Course syllabus
Foundations of Data Mining
Machine learning is the science of making computers act without being explicitly programmed. Instead, algorithms are used to find patterns in data. It is so pervasive today that you probably use it dozens of times a day without knowing it, for instance in web search, speech recognition, and (soon) self-driving cars. It is also a crucial component of data-driven industry (Big Data), scientific discovery, and modern healthcare. In this class, you will learn the foundations of how data mining and machine learning work internally, understand when and how to use key concepts and techniques, and gain hands-on experience in getting them to work for yourself. You'll learn about the theoretical underpinnings of data analysis, and leverage that to quickly and powerfully apply this knowledge to tackle new problems.
People
- dr. ir. Joaquin Vanschoren (j.vanschoren@tue.nl) MF 7.104a - Responsible Lecturer
- dr. Vlado Menkovski (v.menkovski@tue.nl) MF 7.097b - Lecturer
- dr. Anne Driemel (a.driemel@tue.nl) MF 7.073 - Lecturer
Learning objectives
Upon completion of the course, students should be able to
- write a program that builds a predictive model from training data
- evaluate a predictive model using test/training splits
- compare the performance of different types of predictive models
- reason about the mathematical foundations of data mining techniques
- recognize when a predictive model is overfitting
- understand and exploit the fundamental bias-variance tradeoff
- combine the above with dimension-reduction techniques
- visualize and explore data sets using embeddings and clustering
Required prior knowledge: While there are no strict requirements, it is highly recommended to have a working knowledge of statistics, and to have programming experience. Programming is part of the assignments. The course will mostly feature examples using Python.
Course Structure
The course runs in Q3 and has the following weekly contact hours:
- Mondays, 10:45 - 12:30: Plenary Lectures (Flux 1.02)
- Thursdays, 13:45 - 15:30: Tutorials and Feedback (Flux 1.02)
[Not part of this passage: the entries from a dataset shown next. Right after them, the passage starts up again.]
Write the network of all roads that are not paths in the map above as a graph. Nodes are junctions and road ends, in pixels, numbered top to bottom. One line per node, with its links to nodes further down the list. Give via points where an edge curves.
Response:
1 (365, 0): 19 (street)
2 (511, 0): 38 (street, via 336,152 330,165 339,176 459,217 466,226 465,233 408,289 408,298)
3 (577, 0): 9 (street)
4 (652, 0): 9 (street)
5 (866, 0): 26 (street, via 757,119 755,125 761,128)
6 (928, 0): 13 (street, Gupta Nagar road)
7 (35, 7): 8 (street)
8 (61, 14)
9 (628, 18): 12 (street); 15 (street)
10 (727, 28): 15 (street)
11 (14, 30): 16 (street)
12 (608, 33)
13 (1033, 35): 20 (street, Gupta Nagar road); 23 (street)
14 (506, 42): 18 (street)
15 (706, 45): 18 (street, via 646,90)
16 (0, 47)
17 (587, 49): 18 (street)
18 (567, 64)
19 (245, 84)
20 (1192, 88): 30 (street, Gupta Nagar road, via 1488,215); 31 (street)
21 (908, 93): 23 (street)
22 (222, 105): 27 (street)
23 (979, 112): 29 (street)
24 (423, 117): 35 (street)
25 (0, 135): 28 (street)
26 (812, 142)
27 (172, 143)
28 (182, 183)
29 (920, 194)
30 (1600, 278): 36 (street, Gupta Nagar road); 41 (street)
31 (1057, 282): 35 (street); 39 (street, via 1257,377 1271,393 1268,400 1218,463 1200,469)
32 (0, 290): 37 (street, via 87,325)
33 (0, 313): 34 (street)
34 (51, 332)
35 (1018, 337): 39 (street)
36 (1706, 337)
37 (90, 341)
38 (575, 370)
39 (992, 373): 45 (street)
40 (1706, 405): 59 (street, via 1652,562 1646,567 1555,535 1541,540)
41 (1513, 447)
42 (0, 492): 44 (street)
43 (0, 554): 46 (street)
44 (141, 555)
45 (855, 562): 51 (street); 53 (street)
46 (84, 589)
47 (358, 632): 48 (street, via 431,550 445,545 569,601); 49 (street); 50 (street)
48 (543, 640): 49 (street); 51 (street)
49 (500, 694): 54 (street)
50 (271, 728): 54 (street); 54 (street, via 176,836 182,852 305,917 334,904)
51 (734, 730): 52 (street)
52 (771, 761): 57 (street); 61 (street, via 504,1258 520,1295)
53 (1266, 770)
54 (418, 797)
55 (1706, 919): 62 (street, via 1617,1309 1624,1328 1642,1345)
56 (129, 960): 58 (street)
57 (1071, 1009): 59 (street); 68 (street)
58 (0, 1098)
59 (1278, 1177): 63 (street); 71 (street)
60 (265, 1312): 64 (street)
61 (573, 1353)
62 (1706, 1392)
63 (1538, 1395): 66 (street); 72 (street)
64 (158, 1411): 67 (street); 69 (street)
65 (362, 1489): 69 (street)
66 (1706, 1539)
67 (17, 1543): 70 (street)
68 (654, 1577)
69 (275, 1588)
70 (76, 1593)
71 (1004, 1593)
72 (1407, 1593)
- Thursdays, 15:45 - 17:30: Plenary Lectures (Flux 1.02)
Materials, Assignments, Questions
We use Canvas for all course activities:
- Check the 'Assignments' page for the assignments. You will have to submit your assignments here.
- Pose (course related) questions under 'Discussions'. You are encouraged to answer each other's questions. The lecturers will answer open questions as soon as possible.
- Check 'Files' and 'Pages' for other resources. The materials will also be available in a GitHub repo.
Please don't email the lecturers directly, except for personal questions. Even in those cases, please use Canvas to send a direct message.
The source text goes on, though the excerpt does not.